- City : Paris
- Country : France
Text description provided by the architects. In this typical 17th Century flat located in the heart of the Marais, three working axes have structured the work :
- Within the 36 m2 space, there will be a bedroom, a dinner-area, a lounge, an office, a kitchen and a bathroom.
- There will be an illusion of a larger surface by visually lengthening the flat. - The space will be transformed while keeping the character of the old...

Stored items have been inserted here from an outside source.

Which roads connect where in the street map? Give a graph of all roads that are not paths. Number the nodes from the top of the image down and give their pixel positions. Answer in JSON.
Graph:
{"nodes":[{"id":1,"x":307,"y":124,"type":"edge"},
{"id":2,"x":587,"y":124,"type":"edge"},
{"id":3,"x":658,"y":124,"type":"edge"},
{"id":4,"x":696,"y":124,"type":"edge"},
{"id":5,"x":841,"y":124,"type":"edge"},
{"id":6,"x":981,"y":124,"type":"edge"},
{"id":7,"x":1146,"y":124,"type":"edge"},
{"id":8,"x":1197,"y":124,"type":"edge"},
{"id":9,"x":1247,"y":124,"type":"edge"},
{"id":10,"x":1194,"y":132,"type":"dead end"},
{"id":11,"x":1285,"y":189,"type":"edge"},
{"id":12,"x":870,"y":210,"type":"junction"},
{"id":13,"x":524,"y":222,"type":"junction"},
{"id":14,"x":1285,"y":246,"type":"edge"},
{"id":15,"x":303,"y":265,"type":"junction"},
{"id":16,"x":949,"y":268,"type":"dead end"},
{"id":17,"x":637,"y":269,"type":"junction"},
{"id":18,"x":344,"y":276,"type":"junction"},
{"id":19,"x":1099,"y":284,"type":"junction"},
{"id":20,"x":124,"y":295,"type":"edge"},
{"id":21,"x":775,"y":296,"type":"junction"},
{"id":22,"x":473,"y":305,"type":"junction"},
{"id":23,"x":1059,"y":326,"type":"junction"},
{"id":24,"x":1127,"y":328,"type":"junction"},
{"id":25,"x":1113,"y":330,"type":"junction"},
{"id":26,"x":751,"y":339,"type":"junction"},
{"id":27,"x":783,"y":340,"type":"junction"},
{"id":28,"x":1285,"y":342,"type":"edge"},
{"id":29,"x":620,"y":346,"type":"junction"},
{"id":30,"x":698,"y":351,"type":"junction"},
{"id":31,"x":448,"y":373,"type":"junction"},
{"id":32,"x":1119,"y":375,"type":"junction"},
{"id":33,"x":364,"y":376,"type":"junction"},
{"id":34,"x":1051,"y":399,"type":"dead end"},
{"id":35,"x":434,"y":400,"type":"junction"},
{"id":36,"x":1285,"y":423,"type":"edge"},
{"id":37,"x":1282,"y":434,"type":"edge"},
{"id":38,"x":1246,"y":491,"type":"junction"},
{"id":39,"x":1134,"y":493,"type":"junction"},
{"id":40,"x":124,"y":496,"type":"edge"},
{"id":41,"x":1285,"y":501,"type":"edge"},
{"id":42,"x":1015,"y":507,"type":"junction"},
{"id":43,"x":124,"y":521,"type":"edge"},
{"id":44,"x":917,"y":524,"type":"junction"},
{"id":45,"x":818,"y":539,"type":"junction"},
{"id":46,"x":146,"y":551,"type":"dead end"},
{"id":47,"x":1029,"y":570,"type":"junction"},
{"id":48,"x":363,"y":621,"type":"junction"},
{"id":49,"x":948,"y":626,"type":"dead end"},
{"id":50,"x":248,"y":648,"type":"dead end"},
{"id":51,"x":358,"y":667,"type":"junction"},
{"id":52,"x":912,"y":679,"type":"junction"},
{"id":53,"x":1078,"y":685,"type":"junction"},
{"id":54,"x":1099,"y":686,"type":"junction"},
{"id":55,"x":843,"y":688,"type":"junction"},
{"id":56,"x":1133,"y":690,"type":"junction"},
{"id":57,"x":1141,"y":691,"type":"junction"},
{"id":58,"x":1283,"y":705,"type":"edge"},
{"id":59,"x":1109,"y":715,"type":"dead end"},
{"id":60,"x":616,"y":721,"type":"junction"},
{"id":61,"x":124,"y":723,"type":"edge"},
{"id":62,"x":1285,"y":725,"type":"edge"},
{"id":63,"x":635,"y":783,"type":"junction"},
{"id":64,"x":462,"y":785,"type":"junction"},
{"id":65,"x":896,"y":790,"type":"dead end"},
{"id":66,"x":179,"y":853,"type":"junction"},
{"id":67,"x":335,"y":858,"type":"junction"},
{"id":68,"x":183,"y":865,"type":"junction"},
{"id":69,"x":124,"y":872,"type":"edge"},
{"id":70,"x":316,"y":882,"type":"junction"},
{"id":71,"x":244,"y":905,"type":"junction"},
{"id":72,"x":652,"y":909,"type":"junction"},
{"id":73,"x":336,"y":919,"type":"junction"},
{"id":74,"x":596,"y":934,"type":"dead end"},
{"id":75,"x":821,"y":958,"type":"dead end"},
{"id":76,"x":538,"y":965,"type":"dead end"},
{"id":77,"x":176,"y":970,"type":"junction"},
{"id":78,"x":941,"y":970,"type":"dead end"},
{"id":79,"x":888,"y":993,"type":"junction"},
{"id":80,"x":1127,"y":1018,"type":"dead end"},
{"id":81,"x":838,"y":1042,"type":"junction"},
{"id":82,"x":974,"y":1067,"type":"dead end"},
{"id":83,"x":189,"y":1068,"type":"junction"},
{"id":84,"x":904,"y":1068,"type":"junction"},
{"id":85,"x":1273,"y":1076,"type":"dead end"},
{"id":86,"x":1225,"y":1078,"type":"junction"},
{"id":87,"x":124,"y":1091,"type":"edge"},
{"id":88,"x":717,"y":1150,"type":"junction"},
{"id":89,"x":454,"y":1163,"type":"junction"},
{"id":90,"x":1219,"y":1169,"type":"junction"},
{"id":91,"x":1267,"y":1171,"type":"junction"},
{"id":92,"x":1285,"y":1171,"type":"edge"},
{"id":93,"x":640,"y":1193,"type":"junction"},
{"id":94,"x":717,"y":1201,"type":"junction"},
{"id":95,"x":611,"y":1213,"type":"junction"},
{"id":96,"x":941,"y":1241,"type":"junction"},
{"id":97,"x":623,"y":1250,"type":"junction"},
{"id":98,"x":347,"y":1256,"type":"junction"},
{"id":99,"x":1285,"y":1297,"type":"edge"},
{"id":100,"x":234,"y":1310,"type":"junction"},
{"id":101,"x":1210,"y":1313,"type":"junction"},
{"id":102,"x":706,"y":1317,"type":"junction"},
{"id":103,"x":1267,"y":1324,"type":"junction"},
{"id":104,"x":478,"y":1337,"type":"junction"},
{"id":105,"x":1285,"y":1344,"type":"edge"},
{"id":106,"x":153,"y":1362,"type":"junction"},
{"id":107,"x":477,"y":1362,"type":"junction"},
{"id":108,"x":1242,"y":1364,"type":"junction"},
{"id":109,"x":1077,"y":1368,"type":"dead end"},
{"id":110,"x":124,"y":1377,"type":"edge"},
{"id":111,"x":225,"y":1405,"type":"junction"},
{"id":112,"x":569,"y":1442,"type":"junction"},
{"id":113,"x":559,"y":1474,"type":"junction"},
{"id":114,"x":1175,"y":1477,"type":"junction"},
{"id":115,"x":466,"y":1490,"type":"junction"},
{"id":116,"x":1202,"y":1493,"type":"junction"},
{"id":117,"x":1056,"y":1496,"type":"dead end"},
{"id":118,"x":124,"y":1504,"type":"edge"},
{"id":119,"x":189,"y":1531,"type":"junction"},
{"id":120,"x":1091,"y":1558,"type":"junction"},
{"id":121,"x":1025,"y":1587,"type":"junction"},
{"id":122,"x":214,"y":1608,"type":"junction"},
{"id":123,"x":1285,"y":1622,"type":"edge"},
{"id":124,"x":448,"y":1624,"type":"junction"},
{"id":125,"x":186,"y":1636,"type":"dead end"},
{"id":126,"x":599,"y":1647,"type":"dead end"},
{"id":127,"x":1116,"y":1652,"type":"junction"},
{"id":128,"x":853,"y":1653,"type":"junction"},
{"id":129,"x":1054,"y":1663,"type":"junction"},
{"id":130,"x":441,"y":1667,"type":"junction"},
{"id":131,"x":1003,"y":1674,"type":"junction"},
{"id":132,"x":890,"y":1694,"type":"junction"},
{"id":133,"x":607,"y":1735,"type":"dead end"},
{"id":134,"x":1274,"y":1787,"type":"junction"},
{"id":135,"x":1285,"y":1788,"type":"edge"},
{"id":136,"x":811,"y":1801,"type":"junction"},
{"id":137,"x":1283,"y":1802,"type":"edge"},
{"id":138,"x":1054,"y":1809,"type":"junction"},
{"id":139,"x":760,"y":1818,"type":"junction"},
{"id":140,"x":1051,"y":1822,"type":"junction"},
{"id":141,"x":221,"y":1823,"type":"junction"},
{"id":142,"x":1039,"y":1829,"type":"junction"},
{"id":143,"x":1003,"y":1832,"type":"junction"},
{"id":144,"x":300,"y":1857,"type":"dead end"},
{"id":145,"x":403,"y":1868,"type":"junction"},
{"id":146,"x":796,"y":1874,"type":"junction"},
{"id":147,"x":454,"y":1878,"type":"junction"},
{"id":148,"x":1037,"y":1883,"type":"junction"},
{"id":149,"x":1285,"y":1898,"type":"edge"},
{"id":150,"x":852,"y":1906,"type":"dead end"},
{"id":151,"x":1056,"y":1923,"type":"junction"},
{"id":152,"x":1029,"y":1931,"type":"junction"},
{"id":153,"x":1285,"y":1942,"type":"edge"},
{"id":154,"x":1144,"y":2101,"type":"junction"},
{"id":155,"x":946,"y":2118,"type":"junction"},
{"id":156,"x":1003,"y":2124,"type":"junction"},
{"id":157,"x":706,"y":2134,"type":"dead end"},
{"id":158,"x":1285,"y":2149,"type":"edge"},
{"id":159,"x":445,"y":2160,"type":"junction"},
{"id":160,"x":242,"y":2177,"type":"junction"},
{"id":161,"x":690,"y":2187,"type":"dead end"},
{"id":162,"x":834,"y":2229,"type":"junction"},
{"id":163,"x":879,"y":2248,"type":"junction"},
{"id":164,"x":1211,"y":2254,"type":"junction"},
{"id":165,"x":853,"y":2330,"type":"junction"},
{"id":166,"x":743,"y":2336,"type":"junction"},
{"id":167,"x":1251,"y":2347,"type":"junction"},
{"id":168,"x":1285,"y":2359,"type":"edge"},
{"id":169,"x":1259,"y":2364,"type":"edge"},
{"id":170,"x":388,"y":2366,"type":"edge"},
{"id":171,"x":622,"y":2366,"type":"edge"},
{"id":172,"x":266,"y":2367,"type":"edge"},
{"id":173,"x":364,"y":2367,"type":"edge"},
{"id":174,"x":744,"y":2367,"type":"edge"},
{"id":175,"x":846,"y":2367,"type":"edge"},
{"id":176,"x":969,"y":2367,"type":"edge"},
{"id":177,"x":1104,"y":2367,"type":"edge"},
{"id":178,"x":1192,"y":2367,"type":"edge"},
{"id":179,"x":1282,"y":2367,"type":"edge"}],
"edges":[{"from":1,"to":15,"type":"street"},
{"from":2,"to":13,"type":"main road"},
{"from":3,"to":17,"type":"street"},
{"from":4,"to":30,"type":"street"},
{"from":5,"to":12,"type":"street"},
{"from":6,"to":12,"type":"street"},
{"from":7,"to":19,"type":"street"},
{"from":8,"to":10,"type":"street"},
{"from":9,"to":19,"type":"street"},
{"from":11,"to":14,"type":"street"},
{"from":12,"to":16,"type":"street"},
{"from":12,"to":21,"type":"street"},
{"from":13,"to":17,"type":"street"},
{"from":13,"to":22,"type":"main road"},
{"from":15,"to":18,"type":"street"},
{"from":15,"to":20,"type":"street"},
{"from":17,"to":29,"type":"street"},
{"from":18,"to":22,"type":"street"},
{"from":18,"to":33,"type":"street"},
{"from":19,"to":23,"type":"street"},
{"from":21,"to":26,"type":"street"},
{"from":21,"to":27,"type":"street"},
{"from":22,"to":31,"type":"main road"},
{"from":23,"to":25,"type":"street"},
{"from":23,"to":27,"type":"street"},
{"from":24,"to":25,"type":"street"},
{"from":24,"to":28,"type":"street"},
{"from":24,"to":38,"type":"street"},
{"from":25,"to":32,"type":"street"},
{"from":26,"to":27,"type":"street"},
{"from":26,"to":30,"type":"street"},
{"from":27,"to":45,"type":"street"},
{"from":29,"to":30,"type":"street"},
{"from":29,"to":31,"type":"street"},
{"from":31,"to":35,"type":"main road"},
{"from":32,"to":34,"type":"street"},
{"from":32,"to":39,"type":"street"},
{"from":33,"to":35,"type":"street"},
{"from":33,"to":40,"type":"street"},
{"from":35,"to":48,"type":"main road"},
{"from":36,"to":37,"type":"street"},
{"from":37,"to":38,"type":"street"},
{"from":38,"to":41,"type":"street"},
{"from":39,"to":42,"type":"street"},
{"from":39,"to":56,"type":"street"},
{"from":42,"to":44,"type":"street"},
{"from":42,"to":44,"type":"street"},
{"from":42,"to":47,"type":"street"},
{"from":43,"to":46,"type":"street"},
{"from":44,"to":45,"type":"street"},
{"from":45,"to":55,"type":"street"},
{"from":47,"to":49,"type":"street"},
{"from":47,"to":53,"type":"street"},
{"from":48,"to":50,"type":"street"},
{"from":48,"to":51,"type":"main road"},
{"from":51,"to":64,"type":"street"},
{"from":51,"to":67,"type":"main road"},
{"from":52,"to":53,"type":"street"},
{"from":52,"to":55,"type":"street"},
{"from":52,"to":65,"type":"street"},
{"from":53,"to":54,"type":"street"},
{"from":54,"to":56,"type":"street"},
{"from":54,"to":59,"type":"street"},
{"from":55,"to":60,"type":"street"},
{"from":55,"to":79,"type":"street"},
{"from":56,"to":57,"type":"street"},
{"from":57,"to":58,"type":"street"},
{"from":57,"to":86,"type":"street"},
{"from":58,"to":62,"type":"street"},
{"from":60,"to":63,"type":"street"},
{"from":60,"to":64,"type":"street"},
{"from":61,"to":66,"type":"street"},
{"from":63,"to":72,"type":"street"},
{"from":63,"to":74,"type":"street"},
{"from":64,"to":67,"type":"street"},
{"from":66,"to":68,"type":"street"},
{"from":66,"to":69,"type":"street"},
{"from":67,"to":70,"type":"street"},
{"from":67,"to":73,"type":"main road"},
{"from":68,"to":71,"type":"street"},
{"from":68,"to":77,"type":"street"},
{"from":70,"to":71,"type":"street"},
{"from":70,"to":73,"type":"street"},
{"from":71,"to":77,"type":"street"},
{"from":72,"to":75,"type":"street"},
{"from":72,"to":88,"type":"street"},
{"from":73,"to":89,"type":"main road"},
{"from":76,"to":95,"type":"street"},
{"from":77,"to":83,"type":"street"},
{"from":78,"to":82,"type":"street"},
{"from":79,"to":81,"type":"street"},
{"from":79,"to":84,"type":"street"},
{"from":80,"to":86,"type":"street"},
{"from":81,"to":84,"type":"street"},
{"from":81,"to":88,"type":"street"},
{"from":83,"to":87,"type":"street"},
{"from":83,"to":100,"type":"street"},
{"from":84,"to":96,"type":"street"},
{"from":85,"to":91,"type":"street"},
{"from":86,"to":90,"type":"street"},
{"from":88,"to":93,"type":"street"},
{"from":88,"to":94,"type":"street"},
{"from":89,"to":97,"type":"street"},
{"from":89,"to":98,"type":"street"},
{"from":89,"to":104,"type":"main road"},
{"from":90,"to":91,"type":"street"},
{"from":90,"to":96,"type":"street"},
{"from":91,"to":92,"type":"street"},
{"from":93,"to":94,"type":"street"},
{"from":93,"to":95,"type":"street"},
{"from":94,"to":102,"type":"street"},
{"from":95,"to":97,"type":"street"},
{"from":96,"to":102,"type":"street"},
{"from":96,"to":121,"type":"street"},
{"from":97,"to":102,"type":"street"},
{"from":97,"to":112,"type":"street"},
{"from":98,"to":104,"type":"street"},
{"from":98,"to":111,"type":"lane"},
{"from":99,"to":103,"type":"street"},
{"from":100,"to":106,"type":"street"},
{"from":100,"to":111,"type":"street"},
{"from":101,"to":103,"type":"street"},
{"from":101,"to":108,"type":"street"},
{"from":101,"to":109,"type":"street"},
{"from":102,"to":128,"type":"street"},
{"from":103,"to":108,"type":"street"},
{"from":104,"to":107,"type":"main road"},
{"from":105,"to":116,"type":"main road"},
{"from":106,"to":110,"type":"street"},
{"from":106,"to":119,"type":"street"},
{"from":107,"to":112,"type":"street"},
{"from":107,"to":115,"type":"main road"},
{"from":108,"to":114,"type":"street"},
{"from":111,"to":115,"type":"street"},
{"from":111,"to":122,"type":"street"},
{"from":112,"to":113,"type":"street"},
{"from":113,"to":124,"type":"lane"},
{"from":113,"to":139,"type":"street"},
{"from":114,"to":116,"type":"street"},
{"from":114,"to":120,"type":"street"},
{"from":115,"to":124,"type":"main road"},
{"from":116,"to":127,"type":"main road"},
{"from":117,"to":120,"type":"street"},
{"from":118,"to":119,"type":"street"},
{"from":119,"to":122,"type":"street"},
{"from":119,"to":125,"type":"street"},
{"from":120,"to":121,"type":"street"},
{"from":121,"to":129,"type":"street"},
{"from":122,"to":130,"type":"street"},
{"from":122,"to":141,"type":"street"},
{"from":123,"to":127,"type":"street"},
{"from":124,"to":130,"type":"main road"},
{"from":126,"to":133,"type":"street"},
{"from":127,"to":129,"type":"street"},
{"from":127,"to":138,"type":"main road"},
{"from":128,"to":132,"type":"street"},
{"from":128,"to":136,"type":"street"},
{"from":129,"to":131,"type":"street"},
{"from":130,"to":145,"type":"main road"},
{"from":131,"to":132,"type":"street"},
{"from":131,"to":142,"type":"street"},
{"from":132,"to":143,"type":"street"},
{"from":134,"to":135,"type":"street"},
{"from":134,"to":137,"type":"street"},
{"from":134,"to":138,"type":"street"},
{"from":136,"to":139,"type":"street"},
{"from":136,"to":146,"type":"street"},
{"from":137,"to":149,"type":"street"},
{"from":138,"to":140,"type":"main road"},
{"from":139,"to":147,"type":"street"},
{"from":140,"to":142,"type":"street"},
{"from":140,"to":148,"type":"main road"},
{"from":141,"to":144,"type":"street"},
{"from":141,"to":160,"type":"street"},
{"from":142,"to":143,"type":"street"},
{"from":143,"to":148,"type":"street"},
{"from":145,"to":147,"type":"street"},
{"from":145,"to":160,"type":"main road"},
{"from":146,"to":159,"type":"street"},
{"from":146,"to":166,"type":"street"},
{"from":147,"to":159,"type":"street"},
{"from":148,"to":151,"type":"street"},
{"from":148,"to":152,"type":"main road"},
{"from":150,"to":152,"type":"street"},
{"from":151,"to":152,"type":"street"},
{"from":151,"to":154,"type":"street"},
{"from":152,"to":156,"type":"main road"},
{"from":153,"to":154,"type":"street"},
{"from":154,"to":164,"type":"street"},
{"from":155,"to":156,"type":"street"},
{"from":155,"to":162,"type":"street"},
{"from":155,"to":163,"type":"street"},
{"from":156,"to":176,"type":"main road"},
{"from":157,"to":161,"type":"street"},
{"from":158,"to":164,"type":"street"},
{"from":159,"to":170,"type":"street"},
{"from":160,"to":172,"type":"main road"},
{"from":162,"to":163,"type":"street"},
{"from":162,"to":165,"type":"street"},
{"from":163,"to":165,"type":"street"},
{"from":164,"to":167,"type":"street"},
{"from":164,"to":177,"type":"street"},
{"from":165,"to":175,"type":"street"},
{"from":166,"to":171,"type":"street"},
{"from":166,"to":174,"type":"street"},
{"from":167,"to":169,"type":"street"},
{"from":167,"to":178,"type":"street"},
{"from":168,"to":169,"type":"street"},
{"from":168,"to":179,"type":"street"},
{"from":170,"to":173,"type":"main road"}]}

A compact and efficient technical block including the bathroom, toilets and kitchen will be located at one end of the flat in order to free a maximum space for the bedroom and the living-room. The bedroom, located at the other end will be separated from the living-room by a vibrating accordion partitioning. This partitioning will be designed to create an intimate and hidden access to the bedroom. The central space contained between the technical block and the bedroom will be dedicated to the living-room and the office. Every piece of furniture will be custom-made and have a specific function that fits in such a way as to create a pictorial composition.
The aim of the project is to create a stroboscopic effect in this originally long flat. Like the partition, no piece of furniture will reach the ceiling in order to expose the beams.
The same visual continuity is facilitated at the ground level by hollow joints and mirror covered items of furniture legs. Storage units such as the closet, the shelves, the kitchen furniture and the library are laid in thhe longitudinal axis of the flat, increasing the impression of length. On the contrary, the living areas, office and bar, are laid out in transverse of the flat. Custom-designed lamps are suspended between furniture and beams running lengthwise in the flat.
The flat has been entirely painted in white to emphasize the specific texture of each material. This work on texture can be found in the new elements that have been used: accordion, mosaic, marble and lacquers in a cameo of white. This neutrality of tints, barely disturbed by the light coming from the mirrors, will allow a subtle contrast between Old and New.